The optical fiber ZBLAN has the potential to far exceed the performance of other fibers in common use. Researchers have previously demonstrated microgravity as an effective production medium for eliminating imperfections in ZBLAN fibers, and Made In Space plans to develop and send their optical fiber production facility to the ISS to produce ZBLAN fibers in space.
— Space Apps Seattle (@SEASpaceApps) June 28, 2018
NanoRacks-ISS-HEIST, Hyperspectral Earth Imaging System Trial, will utilize the NanoRacks External Platform on the Station to operate a compact hyperspectral sensor system for commercial Earth observation. Satellite-based hyperspectral imaging provides timely, cost-effective, and non-invasive global monitoring capabilities that can be utilized to detect chemical weapons signatures, identify military resources and troop movement, and aid with relief efforts.

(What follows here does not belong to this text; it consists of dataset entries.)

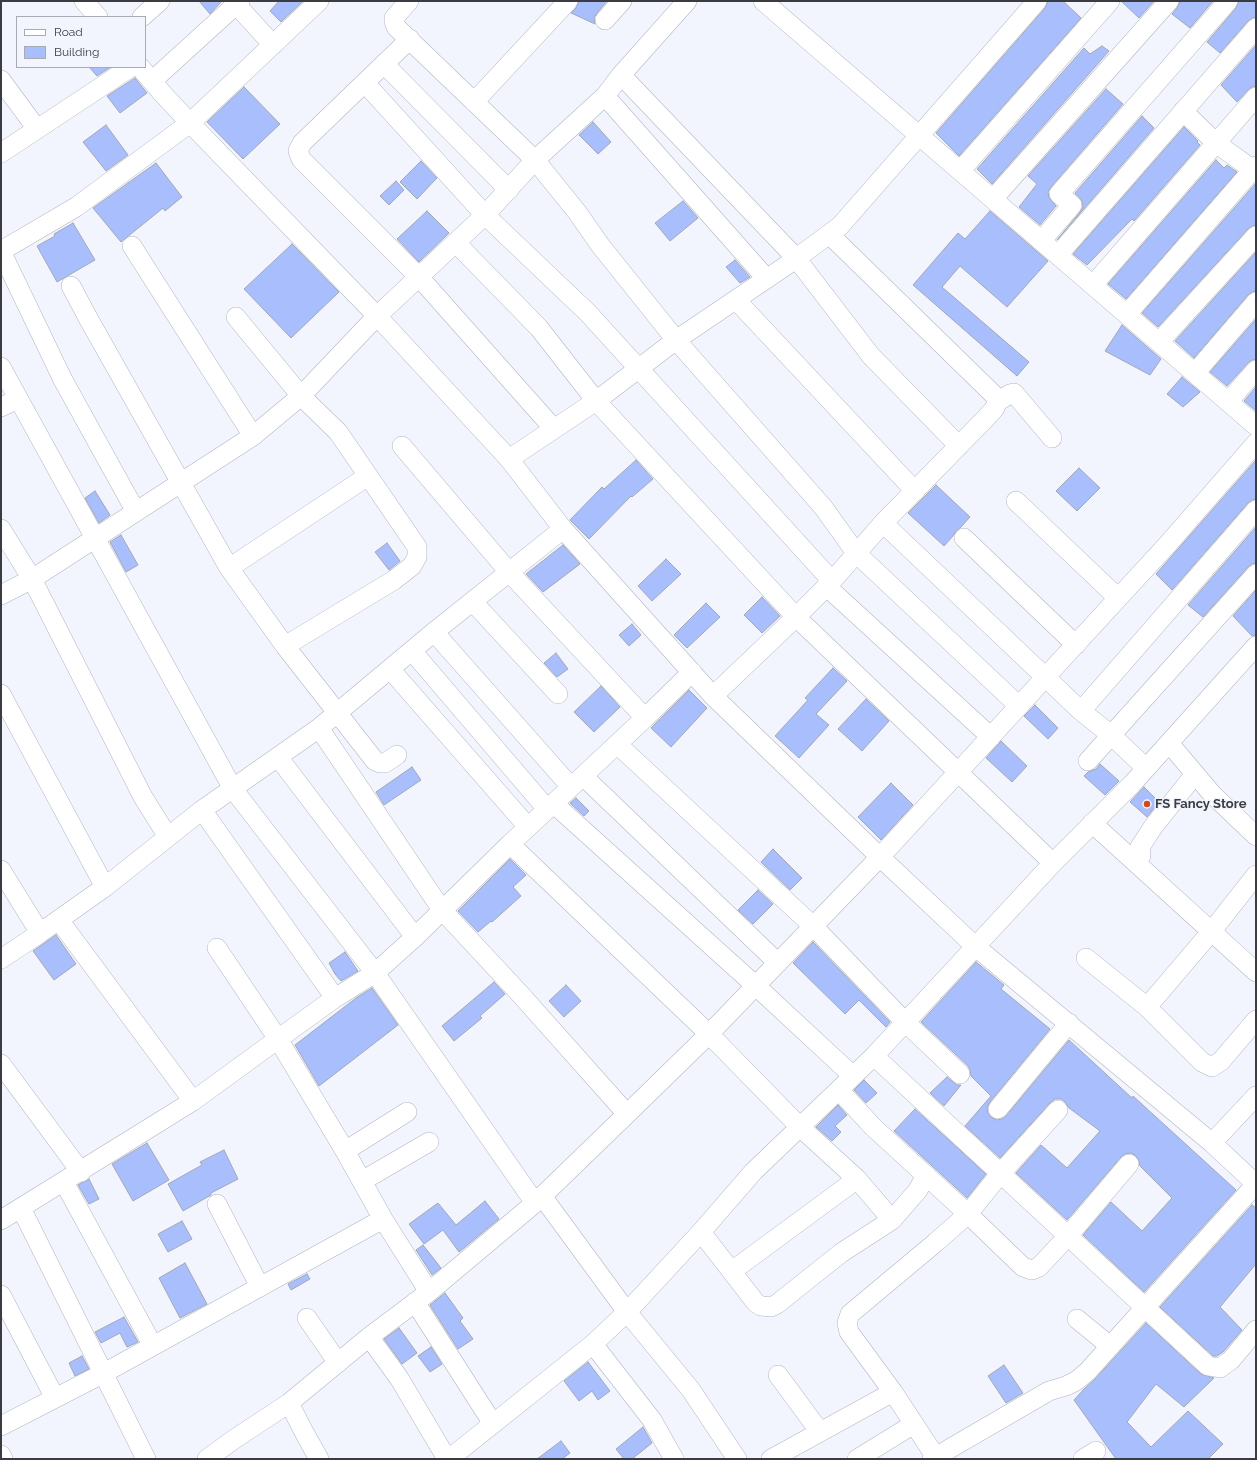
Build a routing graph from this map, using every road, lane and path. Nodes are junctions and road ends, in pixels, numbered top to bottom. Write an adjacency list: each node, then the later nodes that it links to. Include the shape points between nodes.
1 (84, 1): 14 (street)
2 (160, 1): 15 (street)
3 (319, 1): 19 (street)
4 (409, 1): 18 (street, via 394,21)
5 (568, 1): 28 (street)
6 (622, 1): 16 (street)
7 (687, 1): 23 (street)
8 (764, 1): 32 (street)
9 (1038, 1): 32 (street)
10 (1110, 1): 37 (street)
11 (1169, 1): 39 (street)
12 (1228, 1): 43 (street, via 1059,194 1072,205)
13 (237, 2): 19 (street); 22 (street)
14 (97, 16)
15 (143, 16)
16 (605, 20)
17 (1256, 28): 29 (street)
18 (410, 39): 20 (street); 28 (street)
19 (273, 45): 30 (street)
20 (384, 64): 25 (street); 38 (street)
21 (129, 68): 31 (street)
22 (146, 74): 30 (street)
23 (621, 75): 26 (street); 48 (street)
24 (1, 80): 31 (street)
25 (365, 83): 40 (street); 49 (street, via 302,143 298,151 301,159)
26 (605, 96): 35 (street); 50 (street)
27 (1256, 97): 33 (street)
28 (474, 102): 35 (street)
29 (1183, 111): 33 (street); 47 (street)
30 (190, 123): 46 (street, via 76,207); 56 (street)
31 (37, 129): 34 (street)
32 (919, 134): 37 (street); 41 (street, via 840,226)
33 (1216, 143): 36 (street); 51 (street)
34 (1, 153)
35 (535, 160): 38 (street); 58 (street)
36 (1255, 169): 55 (street)
37 (961, 170): 39 (street)
38 (509, 190): 40 (street)
39 (993, 199): 43 (street)
40 (485, 215): 44 (street); 61 (street, via 588,313)
41 (829, 234): 48 (street); 67 (street, via 995,396)
42 (1256, 236): 59 (street)
43 (1042, 240): 47 (street)
44 (456, 242): 49 (street); 66 (street, via 539,328)
45 (132, 246): 72 (street)
46 (1, 251): 83 (street, via 64,380)
47 (1058, 255): 51 (street)
48 (796, 258): 50 (street); 76 (street, via 871,356)
49 (419, 277): 56 (street); 71 (street)
50 (766, 278): 53 (street)
51 (1093, 285): 55 (street)
52 (71, 286): 79 (street)
53 (736, 300): 58 (street); 80 (street)
54 (1256, 302): 63 (street)
55 (1127, 314): 59 (street)
56 (377, 316): 64 (street); 77 (street)
57 (236, 317): 64 (street)
58 (676, 340): 61 (street); 89 (street, via 823,507)
59 (1159, 342): 63 (street)
60 (1, 367): 65 (street)
61 (639, 369): 66 (street); 94 (street)
62 (1256, 370): 68 (street)
63 (1195, 373): 68 (street)
64 (301, 396): 72 (street); 78 (street, via 338,432)
65 (18, 399): 69 (street); 88 (street)
66 (596, 401): 71 (street); 98 (street)
67 (997, 402): 73 (street, via 1014,393); 76 (street, via 995,408)
68 (1228, 402): 70 (street)
69 (1, 407)
70 (1256, 426)
71 (554, 429): 77 (street)
72 (253, 436): 79 (street)
73 (1052, 438)
74 (1256, 443): 96 (street)
75 (402, 446): 91 (street)
76 (959, 446): 80 (street)
77 (509, 459): 86 (street)
78 (368, 476): 90 (street); 101 (street, via 417,547 417,556 412,566 394,580)
79 (180, 483): 83 (street); 90 (street)
80 (915, 491): 84 (street)
81 (1016, 501): 96 (street)
82 (1256, 510): 111 (street)
83 (136, 512): 88 (street)
84 (883, 523): 89 (street); 106 (street)
85 (1, 529): 93 (street)
86 (563, 529): 91 (street); 105 (street)
87 (964, 538): 100 (street)
88 (94, 539): 93 (street); 126 (street)
89 (856, 553): 94 (street); 110 (street)
90 (229, 568): 101 (street)
91 (509, 572): 97 (street); 113 (street)
92 (1256, 574): 115 (street)
93 (32, 579): 95 (street); 132 (street, via 143,797)
94 (829, 583): 98 (street); 116 (street)
95 (1, 595)
96 (1118, 598): 100 (street)
97 (473, 602): 99 (street); 108 (street)
98 (796, 617): 109 (street); 123 (street)
99 (434, 632): 103 (street); 125 (street)
100 (1076, 645): 106 (street)
101 (285, 646): 112 (street)
102 (1256, 646): 117 (street)
103 (412, 651): 104 (street); 127 (street)
104 (390, 669): 112 (street); 130 (street)
105 (692, 672): 109 (street); 113 (street)
106 (1045, 678): 110 (street); 111 (street)
107 (1, 694): 139 (street)
108 (558, 694)
109 (713, 696): 134 (street)
110 (1019, 706): 116 (street)
111 (1081, 711): 115 (street)
112 (336, 713): 114 (street); 119 (street, via 375,761 385,763)
113 (645, 718): 118 (street)
114 (319, 728): 120 (street); 140 (street)
115 (1112, 735): 121 (street); 122 (street)
116 (991, 737): 123 (street)
117 (1169, 742): 122 (street); 124 (street)
118 (617, 744): 125 (street); 142 (street)
119 (397, 755)
120 (278, 757): 126 (street); 145 (street)
121 (1088, 761)
122 (1146, 768): 129 (street)
123 (958, 772): 134 (street); 136 (street)
124 (1195, 774): 131 (street); 135 (street, via 1140,847 1141,856)
125 (577, 781): 127 (street); 150 (street)
126 (232, 789): 128 (street); 152 (street)
127 (550, 806): 130 (street); 153 (street)
128 (202, 810): 132 (street); 154 (street)
129 (1092, 823): 135 (street); 136 (street)
130 (528, 827): 133 (street)
131 (1256, 836)
132 (168, 837): 139 (street)
133 (510, 844): 140 (street); 159 (street)
134 (880, 857): 142 (street); 146 (street)
135 (1136, 862): 143 (street)
136 (1053, 863): 146 (street)
137 (1, 870): 144 (street)
138 (1256, 875): 143 (street)
139 (105, 886): 141 (street)
140 (442, 910): 145 (street); 171 (street)
141 (59, 920): 144 (street); 167 (street)
142 (813, 926): 150 (street); 157 (street)
143 (1211, 932): 151 (street); 155 (street)
144 (40, 933): 149 (street)
145 (415, 937): 152 (street)
146 (976, 947): 157 (street); 158 (street)
147 (217, 948): 160 (street)
148 (1086, 958): 155 (street)
149 (1, 959)
150 (778, 962): 153 (street)
151 (1256, 972)
152 (374, 973): 154 (street); 184 (street)
153 (756, 986): 159 (street); 164 (street)
154 (335, 998): 160 (street)
155 (1147, 1007): 156 (street, via 1202,1062 1212,1067)
156 (1256, 1020)
157 (905, 1022): 161 (street); 163 (street)
158 (1069, 1023): 168 (street); 174 (street)
159 (709, 1034): 171 (street); 172 (street)
160 (278, 1039): 167 (street); 175 (street)
161 (874, 1056): 164 (street); 178 (street)
162 (1, 1064): 177 (street)
163 (960, 1074)
164 (853, 1076): 165 (street)
165 (839, 1090): 172 (street); 179 (street, via 873,1127)
166 (1256, 1096): 174 (street)
167 (193, 1102): 177 (street)
168 (998, 1108)
169 (1058, 1110): 178 (street)
170 (407, 1112): 175 (street)
171 (627, 1114): 184 (street)
172 (800, 1127): 180 (street); 191 (street, via 753,1172)
173 (429, 1142): 181 (street)
174 (1212, 1143): 183 (street)
175 (345, 1151): 181 (street)
176 (1129, 1164): 192 (street)
177 (81, 1172): 182 (street)
178 (1000, 1174): 187 (street); 192 (street)
179 (926, 1175): 187 (street); 190 (street, via 918,1190)
180 (857, 1179): 190 (street); 193 (street)
181 (362, 1181): 188 (street)
182 (64, 1182): 186 (street); 204 (street)
183 (1256, 1184): 197 (street)
184 (539, 1200): 196 (street); 198 (street)
185 (217, 1204): 194 (street)
186 (21, 1208): 189 (street); 207 (street)
187 (968, 1214): 192 (street, via 1023,1267 1032,1270 1039,1267); 209 (street, via 850,1314 847,1323 850,1332)
188 (383, 1219): 194 (street); 196 (street)
189 (1, 1220)
190 (892, 1220): 193 (street, via 841,1253 771,1307 756,1303)
191 (700, 1232): 193 (street); 198 (street)
192 (1068, 1236): 197 (street)
193 (732, 1271)
194 (260, 1287): 204 (street)
195 (1, 1295): 210 (street)
196 (422, 1297): 202 (street); 212 (street)
197 (1145, 1308): 201 (street, via 1208,1366 1220,1368 1231,1360); 205 (street)
198 (628, 1312): 203 (street); 224 (street, via 691,1390)
199 (307, 1318): 206 (street)
200 (1077, 1319): 205 (street)
201 (1256, 1330)
202 (369, 1337): 206 (street); 222 (street, via 399,1378)
203 (593, 1344): 212 (street); 223 (street, via 652,1420)
204 (153, 1346): 207 (street)
205 (1110, 1346): 217 (street, via 1076,1381 1049,1391)
206 (338, 1362): 211 (street)
207 (104, 1373): 210 (street); 219 (street)
208 (778, 1375): 215 (street)
209 (893, 1392): 213 (street); 215 (street)
210 (55, 1398): 214 (street)
211 (289, 1403): 220 (street); 221 (street)
212 (493, 1424): 222 (street)
213 (914, 1424): 217 (street); 226 (street)
214 (1, 1426)
215 (820, 1432): 225 (street)
216 (1, 1455): 218 (street)
217 (935, 1458)
218 (3, 1459)
219 (146, 1459)
220 (208, 1459)
221 (319, 1459)
222 (448, 1459)
223 (674, 1459)
224 (736, 1459)
225 (771, 1459)
226 (857, 1459)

Metal racks Ramon spacelab one from the Ramon Foundation is a payload compilation of five investigations examining the effect of microgravity on yeast fermentation, testing whether microgravity accelerates the dissolving of medication in simulated stomach acid, testing formation of more stable emulsions of oil and water in space, measuring growth of yeast in urine as a potential source of vitamins and a mechanism of filtering urine for drinking, and observing transfer of a fluorescent plasmid during conjugation of E. coli bacteria in microgravity as a step toward genetically engineering proteins.
The Pump Application using Pulsed Electromagnetic for Liquid reLocation (PAPELL) experiment aims to show the functionality of a ferrofluid pump in a microgravity environment. Ferrofluid is a fluid which under the influence of a magnetic field acquires magnetic properties and can thus be manipulated by the use of magnets. The pump itself works without any moving components and uses the interaction between the ferrofluid and electromagnets.
Through specific activation and deactivation of the electromagnets, ferrofluid drops can be moved in different ways both over a surface as well as through a pipe system. Numerous applications on Earth would benefit from a low-wear/low-maintenance pump with an extended operational lifetime. By documenting magnetic fluid performance under the conditions of microgravity, the experiment seeks to advance understanding of these systems and how they can be used.